[Stored data]
------

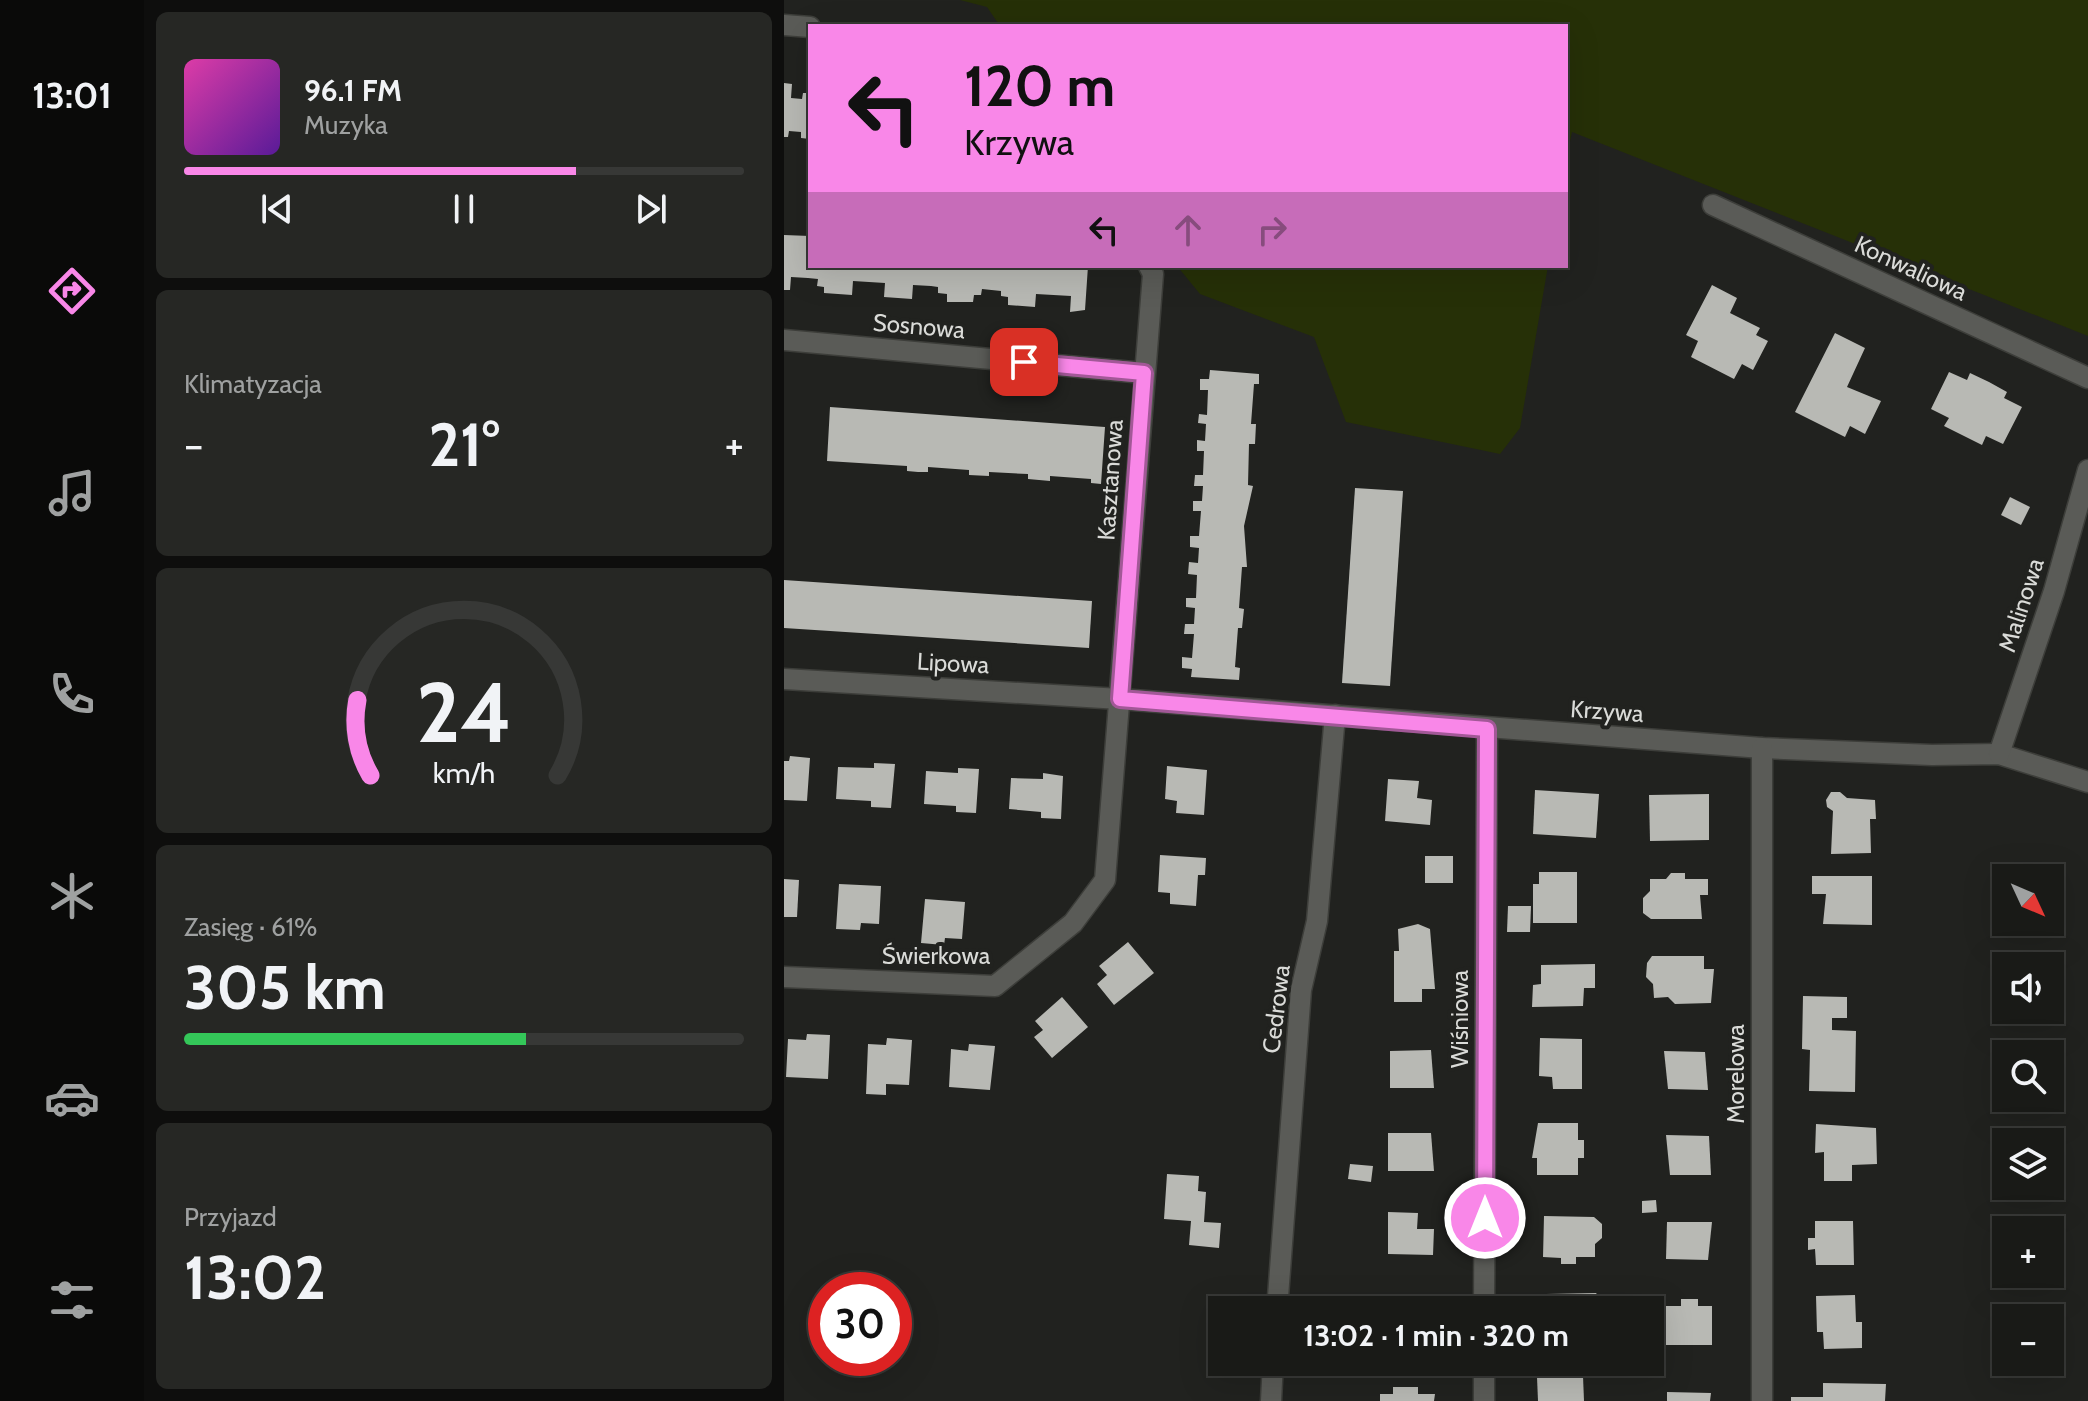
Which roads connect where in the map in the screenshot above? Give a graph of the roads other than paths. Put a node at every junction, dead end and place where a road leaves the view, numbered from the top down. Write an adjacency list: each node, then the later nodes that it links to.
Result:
1 (784, 25): 2 (street)
2 (808, 27)
3 (1713, 205): 7 (street, Konwaliowa)
4 (1150, 268): 6 (street, Kasztanowa)
5 (784, 340): 6 (street, Sosnowa)
6 (1144, 373): 10 (street, Kasztanowa)
7 (2088, 378)
8 (2088, 470): 14 (street, Malinowa)
9 (784, 679): 10 (street, Lipowa)
10 (1120, 699): 11 (street, Krzywa); 16 (street, Świerkowa)
11 (1335, 715): 12 (street, Krzywa); 17 (street, Cedrowa)
12 (1487, 729): 13 (street, Krzywa); 18 (street, Wiśniowa)
13 (1762, 748): 14 (street, Krzywa); 23 (street, Morelowa)
14 (1999, 754): 15 (street, Krzywa)
15 (2088, 782)
16 (784, 977)
17 (1278, 1296)
18 (1484, 1296)
19 (1272, 1376): 21 (street)
20 (1484, 1376): 22 (street)
21 (1271, 1401)
22 (1484, 1401)
23 (1762, 1401)

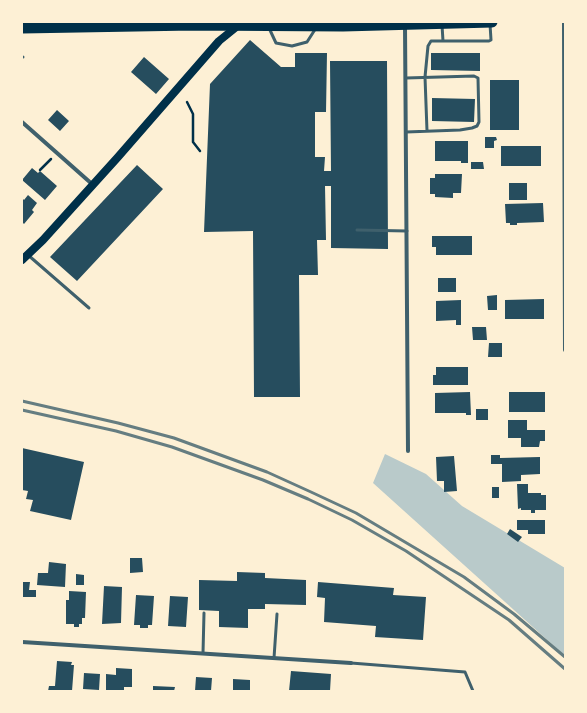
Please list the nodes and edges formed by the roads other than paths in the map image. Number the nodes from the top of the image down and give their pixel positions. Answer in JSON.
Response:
{"nodes":[{"id":1,"x":491,"y":22,"type":"edge"},
{"id":2,"x":564,"y":22,"type":"edge"},
{"id":3,"x":240,"y":23,"type":"edge"},
{"id":4,"x":442,"y":24,"type":"junction"},
{"id":5,"x":268,"y":26,"type":"junction"},
{"id":6,"x":316,"y":26,"type":"junction"},
{"id":7,"x":405,"y":26,"type":"junction"},
{"id":8,"x":22,"y":28,"type":"edge"},
{"id":9,"x":443,"y":41,"type":"junction"},
{"id":10,"x":564,"y":56,"type":"edge"},
{"id":11,"x":425,"y":77,"type":"junction"},
{"id":12,"x":406,"y":78,"type":"junction"},
{"id":13,"x":22,"y":122,"type":"edge"},
{"id":14,"x":427,"y":131,"type":"junction"},
{"id":15,"x":406,"y":132,"type":"junction"},
{"id":16,"x":92,"y":184,"type":"junction"},
{"id":17,"x":357,"y":230,"type":"dead end"},
{"id":18,"x":407,"y":230,"type":"junction"},
{"id":19,"x":25,"y":257,"type":"edge"},
{"id":20,"x":89,"y":308,"type":"dead end"},
{"id":21,"x":565,"y":350,"type":"edge"},
{"id":22,"x":408,"y":451,"type":"dead end"},
{"id":23,"x":204,"y":613,"type":"dead end"},
{"id":24,"x":277,"y":614,"type":"dead end"},
{"id":25,"x":22,"y":642,"type":"edge"},
{"id":26,"x":203,"y":653,"type":"junction"},
{"id":27,"x":274,"y":658,"type":"junction"},
{"id":28,"x":351,"y":663,"type":"joint"},
{"id":29,"x":473,"y":691,"type":"edge"}],
"edges":[{"from":1,"to":4,"type":"highway"},
{"from":1,"to":9,"type":"lane"},
{"from":2,"to":10,"type":"street"},
{"from":3,"to":5,"type":"highway"},
{"from":3,"to":8,"type":"highway"},
{"from":3,"to":16,"type":"main road"},
{"from":4,"to":7,"type":"highway"},
{"from":4,"to":9,"type":"lane"},
{"from":5,"to":6,"type":"highway"},
{"from":5,"to":6,"type":"lane"},
{"from":6,"to":7,"type":"highway"},
{"from":7,"to":12,"type":"street"},
{"from":9,"to":11,"type":"lane"},
{"from":10,"to":21,"type":"street"},
{"from":11,"to":12,"type":"lane"},
{"from":11,"to":14,"type":"lane"},
{"from":11,"to":14,"type":"lane"},
{"from":12,"to":15,"type":"street"},
{"from":13,"to":16,"type":"street"},
{"from":14,"to":15,"type":"lane"},
{"from":15,"to":18,"type":"street"},
{"from":16,"to":19,"type":"main road"},
{"from":17,"to":18,"type":"lane"},
{"from":18,"to":22,"type":"street"},
{"from":19,"to":20,"type":"lane"},
{"from":23,"to":26,"type":"lane"},
{"from":24,"to":27,"type":"lane"},
{"from":25,"to":26,"type":"street"},
{"from":26,"to":27,"type":"street"},
{"from":27,"to":28,"type":"street"},
{"from":28,"to":29,"type":"lane"}]}
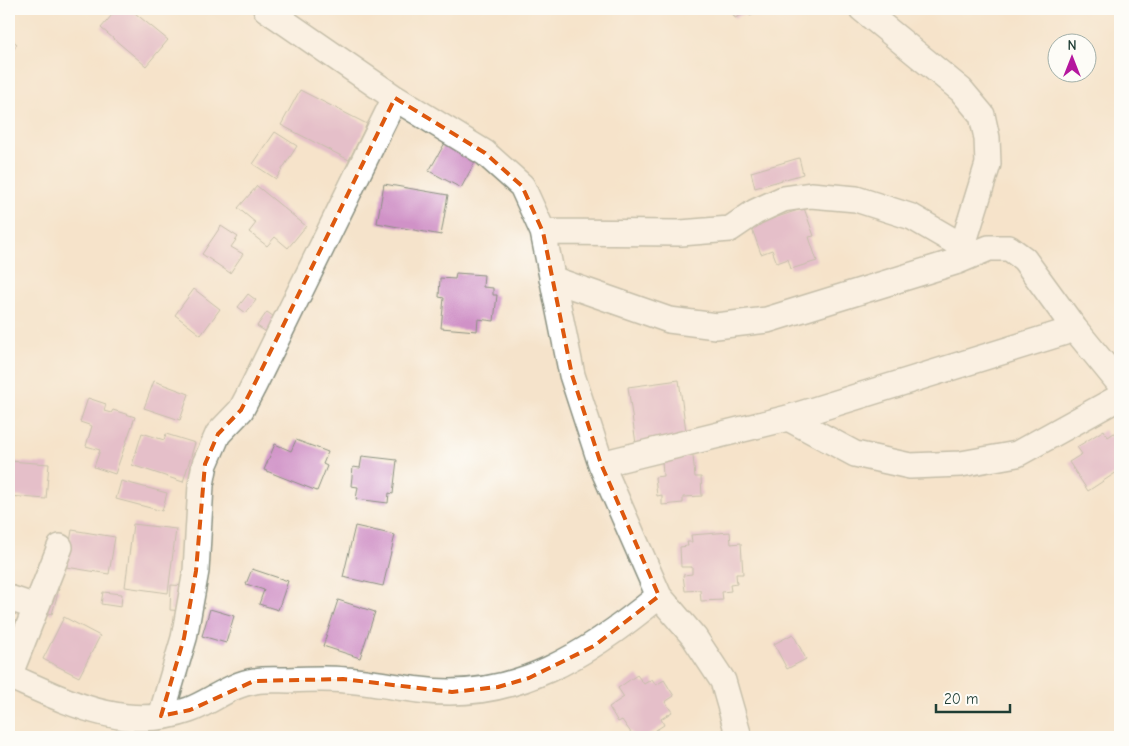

------

◆ WHAT THE EXERCISE ASKS
Set down the entries above exactly, and keep every picture out of your copy.

◆ TASK OUTPUT
Which roads connect where in the map in the screenshot above? Give a graph of the roads other than paths. Put a node at every junction, dead end and place where a road leaves the view, numbered from the top down. Write an adjacency list: each node, then the later nodes that it links to.
Result:
1 (784, 25): 2 (street)
2 (808, 27)
3 (1713, 205): 7 (street, Konwaliowa)
4 (1150, 268): 6 (street, Kasztanowa)
5 (784, 340): 6 (street, Sosnowa)
6 (1144, 373): 10 (street, Kasztanowa)
7 (2088, 378)
8 (2088, 470): 14 (street, Malinowa)
9 (784, 679): 10 (street, Lipowa)
10 (1120, 699): 11 (street, Krzywa); 16 (street, Świerkowa)
11 (1335, 715): 12 (street, Krzywa); 17 (street, Cedrowa)
12 (1487, 729): 13 (street, Krzywa); 18 (street, Wiśniowa)
13 (1762, 748): 14 (street, Krzywa); 23 (street, Morelowa)
14 (1999, 754): 15 (street, Krzywa)
15 (2088, 782)
16 (784, 977)
17 (1278, 1296)
18 (1484, 1296)
19 (1272, 1376): 21 (street)
20 (1484, 1376): 22 (street)
21 (1271, 1401)
22 (1484, 1401)
23 (1762, 1401)

Please list the nodes and edges formed by the roads other than paths in the map image. Number the nodes from the top of the image down and give their pixel positions. Answer in JSON.
Response:
{"nodes":[{"id":1,"x":491,"y":22,"type":"edge"},
{"id":2,"x":564,"y":22,"type":"edge"},
{"id":3,"x":240,"y":23,"type":"edge"},
{"id":4,"x":442,"y":24,"type":"junction"},
{"id":5,"x":268,"y":26,"type":"junction"},
{"id":6,"x":316,"y":26,"type":"junction"},
{"id":7,"x":405,"y":26,"type":"junction"},
{"id":8,"x":22,"y":28,"type":"edge"},
{"id":9,"x":443,"y":41,"type":"junction"},
{"id":10,"x":564,"y":56,"type":"edge"},
{"id":11,"x":425,"y":77,"type":"junction"},
{"id":12,"x":406,"y":78,"type":"junction"},
{"id":13,"x":22,"y":122,"type":"edge"},
{"id":14,"x":427,"y":131,"type":"junction"},
{"id":15,"x":406,"y":132,"type":"junction"},
{"id":16,"x":92,"y":184,"type":"junction"},
{"id":17,"x":357,"y":230,"type":"dead end"},
{"id":18,"x":407,"y":230,"type":"junction"},
{"id":19,"x":25,"y":257,"type":"edge"},
{"id":20,"x":89,"y":308,"type":"dead end"},
{"id":21,"x":565,"y":350,"type":"edge"},
{"id":22,"x":408,"y":451,"type":"dead end"},
{"id":23,"x":204,"y":613,"type":"dead end"},
{"id":24,"x":277,"y":614,"type":"dead end"},
{"id":25,"x":22,"y":642,"type":"edge"},
{"id":26,"x":203,"y":653,"type":"junction"},
{"id":27,"x":274,"y":658,"type":"junction"},
{"id":28,"x":351,"y":663,"type":"joint"},
{"id":29,"x":473,"y":691,"type":"edge"}],
"edges":[{"from":1,"to":4,"type":"highway"},
{"from":1,"to":9,"type":"lane"},
{"from":2,"to":10,"type":"street"},
{"from":3,"to":5,"type":"highway"},
{"from":3,"to":8,"type":"highway"},
{"from":3,"to":16,"type":"main road"},
{"from":4,"to":7,"type":"highway"},
{"from":4,"to":9,"type":"lane"},
{"from":5,"to":6,"type":"highway"},
{"from":5,"to":6,"type":"lane"},
{"from":6,"to":7,"type":"highway"},
{"from":7,"to":12,"type":"street"},
{"from":9,"to":11,"type":"lane"},
{"from":10,"to":21,"type":"street"},
{"from":11,"to":12,"type":"lane"},
{"from":11,"to":14,"type":"lane"},
{"from":11,"to":14,"type":"lane"},
{"from":12,"to":15,"type":"street"},
{"from":13,"to":16,"type":"street"},
{"from":14,"to":15,"type":"lane"},
{"from":15,"to":18,"type":"street"},
{"from":16,"to":19,"type":"main road"},
{"from":17,"to":18,"type":"lane"},
{"from":18,"to":22,"type":"street"},
{"from":19,"to":20,"type":"lane"},
{"from":23,"to":26,"type":"lane"},
{"from":24,"to":27,"type":"lane"},
{"from":25,"to":26,"type":"street"},
{"from":26,"to":27,"type":"street"},
{"from":27,"to":28,"type":"street"},
{"from":28,"to":29,"type":"lane"}]}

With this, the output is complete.